Policies that mistreat migrants are not solutions
The criminalization of migration, the outsourcing of borders, and the physical and psychological degradation and abuse of migrants in detention as a means of deterring migration are all failed and dehumanizing policies. Cristosal believes that the application of this short-sighted vision and its replication in Central America will have a counterproductive and destabilizing effect that will only aggravate the underlying causes of forced migration.
The accords initially struck between the presidents of Guatemala and the United States, far from strengthening access to asylum and protection mechanisms, will provoke more instability and unnecessary human suffering in our hemisphere. Although the constitutional authority in Guatemala recently vetoed Guatemalan president Jimmy Morales’ attempts to sign an agreement of this nature, it is very probable that the pressure on Guatemala will be redoubled when new government authorities take office in the near future.
The humanitarian situation originating in Guatemala, Honduras and El Salvador requires a firm commitment from all regional governments that acknowledges the shared responsibility we have towards protecting our migrants, asylum seekers and internally displaced persons in order to reestablish stability and the rule of law in the Mesoamerican migration corridor.
Similarly, El Salvador, Guatemala and Honduras possess primary responsibility for protecting the citizens affected by violence and by human rights violations within their own borders.
What predominates in public policies on security and migration, from Washington to Managua, is a dangerous populism that punishes the most vulnerable. Such policies do not produce tenable solutions towards establishing citizen security nor towards reducing forced migration.

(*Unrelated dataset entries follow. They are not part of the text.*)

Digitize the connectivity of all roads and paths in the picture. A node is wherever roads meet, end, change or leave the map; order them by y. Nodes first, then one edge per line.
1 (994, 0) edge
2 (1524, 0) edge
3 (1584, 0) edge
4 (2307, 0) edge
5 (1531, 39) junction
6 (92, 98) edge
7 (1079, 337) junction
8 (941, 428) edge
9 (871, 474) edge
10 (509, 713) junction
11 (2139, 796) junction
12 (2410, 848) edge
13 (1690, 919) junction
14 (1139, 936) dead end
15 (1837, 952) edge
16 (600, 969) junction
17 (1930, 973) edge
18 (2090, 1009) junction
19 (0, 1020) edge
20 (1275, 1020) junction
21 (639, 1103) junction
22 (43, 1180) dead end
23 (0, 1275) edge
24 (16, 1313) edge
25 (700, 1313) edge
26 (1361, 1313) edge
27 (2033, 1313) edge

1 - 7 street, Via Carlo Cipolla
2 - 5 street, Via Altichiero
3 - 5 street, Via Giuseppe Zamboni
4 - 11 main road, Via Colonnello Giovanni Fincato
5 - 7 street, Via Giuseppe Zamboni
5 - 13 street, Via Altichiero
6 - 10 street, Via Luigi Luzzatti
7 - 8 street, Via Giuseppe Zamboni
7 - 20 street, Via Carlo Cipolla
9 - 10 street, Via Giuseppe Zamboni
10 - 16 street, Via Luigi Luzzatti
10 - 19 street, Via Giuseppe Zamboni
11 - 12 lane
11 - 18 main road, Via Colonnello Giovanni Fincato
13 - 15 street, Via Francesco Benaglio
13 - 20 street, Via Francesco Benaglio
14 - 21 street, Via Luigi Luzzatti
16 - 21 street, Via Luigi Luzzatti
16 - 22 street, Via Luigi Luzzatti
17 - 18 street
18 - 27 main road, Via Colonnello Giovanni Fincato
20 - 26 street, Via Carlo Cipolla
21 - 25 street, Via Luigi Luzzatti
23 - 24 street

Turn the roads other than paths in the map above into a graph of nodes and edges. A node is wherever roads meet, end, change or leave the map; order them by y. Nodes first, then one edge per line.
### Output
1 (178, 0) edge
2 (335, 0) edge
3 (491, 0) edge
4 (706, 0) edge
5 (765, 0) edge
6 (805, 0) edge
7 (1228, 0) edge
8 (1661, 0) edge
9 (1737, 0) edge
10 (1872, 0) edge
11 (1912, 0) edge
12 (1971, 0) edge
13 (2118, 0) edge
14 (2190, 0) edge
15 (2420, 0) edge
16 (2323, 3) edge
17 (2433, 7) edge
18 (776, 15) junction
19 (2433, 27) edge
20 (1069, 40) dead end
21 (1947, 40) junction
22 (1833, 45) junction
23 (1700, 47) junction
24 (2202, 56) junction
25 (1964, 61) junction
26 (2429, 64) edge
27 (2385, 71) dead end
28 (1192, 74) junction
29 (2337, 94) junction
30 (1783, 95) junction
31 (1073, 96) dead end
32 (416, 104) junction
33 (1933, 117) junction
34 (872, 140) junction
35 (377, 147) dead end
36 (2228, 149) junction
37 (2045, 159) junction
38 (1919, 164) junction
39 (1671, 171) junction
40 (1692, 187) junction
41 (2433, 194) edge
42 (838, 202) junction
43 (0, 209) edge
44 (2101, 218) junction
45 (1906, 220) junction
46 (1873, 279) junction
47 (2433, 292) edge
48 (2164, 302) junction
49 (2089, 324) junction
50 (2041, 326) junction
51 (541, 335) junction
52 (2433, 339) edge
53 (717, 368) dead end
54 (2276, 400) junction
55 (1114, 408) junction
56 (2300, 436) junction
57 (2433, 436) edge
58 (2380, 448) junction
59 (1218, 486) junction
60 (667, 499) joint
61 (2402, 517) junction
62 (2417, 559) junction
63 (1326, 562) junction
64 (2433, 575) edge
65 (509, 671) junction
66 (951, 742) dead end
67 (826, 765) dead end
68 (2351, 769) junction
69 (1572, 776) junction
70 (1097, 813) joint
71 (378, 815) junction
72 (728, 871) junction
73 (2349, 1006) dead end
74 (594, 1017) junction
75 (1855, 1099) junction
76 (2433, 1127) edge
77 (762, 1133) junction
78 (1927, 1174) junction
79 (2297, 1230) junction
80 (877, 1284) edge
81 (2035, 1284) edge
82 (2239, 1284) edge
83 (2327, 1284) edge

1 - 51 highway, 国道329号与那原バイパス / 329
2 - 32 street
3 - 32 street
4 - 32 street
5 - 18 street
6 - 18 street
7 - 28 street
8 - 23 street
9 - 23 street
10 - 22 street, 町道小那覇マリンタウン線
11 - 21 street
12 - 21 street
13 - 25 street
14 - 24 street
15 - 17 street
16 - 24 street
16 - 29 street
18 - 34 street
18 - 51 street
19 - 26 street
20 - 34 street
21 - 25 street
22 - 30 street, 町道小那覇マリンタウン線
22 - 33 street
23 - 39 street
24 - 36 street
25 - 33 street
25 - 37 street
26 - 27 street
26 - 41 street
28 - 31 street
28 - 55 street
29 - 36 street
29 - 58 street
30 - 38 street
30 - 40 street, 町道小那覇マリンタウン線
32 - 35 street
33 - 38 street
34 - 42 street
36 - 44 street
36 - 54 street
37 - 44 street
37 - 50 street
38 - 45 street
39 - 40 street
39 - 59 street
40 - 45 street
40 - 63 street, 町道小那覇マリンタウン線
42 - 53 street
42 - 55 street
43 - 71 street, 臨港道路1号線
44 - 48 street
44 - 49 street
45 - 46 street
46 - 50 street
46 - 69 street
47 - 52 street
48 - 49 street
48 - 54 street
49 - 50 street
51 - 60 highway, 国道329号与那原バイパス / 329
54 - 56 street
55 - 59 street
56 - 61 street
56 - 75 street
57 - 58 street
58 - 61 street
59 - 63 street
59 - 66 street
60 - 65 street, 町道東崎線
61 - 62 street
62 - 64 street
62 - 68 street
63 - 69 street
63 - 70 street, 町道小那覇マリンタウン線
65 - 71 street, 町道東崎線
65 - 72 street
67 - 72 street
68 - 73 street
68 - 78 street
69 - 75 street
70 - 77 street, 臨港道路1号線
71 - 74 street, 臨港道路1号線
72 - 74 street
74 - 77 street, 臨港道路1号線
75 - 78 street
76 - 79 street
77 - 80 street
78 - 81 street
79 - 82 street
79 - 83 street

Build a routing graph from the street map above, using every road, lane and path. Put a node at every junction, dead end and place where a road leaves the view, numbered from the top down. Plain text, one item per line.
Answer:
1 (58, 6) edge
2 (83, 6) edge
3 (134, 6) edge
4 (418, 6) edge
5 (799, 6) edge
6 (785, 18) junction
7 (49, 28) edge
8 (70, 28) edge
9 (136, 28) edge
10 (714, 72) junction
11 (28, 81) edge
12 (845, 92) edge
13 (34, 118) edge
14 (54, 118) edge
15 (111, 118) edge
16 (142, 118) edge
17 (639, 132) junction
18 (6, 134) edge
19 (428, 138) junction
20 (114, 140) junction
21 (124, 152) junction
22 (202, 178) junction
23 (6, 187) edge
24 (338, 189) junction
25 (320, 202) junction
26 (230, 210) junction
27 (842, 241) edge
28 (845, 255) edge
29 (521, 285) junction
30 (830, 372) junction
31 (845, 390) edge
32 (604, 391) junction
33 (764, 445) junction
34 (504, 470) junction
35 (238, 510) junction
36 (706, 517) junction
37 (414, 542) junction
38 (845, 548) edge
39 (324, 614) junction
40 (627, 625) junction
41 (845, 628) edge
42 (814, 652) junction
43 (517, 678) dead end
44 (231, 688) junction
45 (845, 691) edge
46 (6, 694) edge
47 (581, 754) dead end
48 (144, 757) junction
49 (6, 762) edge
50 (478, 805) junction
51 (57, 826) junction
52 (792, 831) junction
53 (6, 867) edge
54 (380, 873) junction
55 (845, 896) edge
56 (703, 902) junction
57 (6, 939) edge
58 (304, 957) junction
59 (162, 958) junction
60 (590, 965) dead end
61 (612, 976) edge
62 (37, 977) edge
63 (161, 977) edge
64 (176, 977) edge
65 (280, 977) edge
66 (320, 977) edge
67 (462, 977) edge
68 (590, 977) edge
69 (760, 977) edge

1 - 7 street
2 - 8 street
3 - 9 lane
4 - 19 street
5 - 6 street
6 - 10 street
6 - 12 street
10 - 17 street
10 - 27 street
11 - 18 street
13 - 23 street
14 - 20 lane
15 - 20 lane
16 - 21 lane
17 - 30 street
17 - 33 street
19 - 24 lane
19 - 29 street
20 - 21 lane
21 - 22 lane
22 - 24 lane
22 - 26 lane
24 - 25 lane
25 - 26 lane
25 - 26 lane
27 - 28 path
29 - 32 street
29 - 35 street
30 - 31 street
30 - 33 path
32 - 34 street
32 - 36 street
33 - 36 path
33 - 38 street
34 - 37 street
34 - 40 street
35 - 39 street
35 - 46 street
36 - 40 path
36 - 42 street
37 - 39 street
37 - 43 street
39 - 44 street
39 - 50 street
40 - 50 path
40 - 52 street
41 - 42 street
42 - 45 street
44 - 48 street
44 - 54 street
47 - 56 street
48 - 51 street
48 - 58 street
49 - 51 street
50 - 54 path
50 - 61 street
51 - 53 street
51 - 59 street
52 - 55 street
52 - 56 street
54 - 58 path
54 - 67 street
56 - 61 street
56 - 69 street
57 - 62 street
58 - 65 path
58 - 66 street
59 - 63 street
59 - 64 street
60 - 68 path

It is urgent that policies are adopted that transform the problems inherent to the migration systems in the United States and Mexico. Furthermore, it is necessary that government representatives exhibit the political will and long-term cooperation required in order to resolve the structural problems of inequality, violence and impunity in Central America that have continued to drive citizens to search in foreign lands for the rights and guarantees that have not been respected in their places of origin.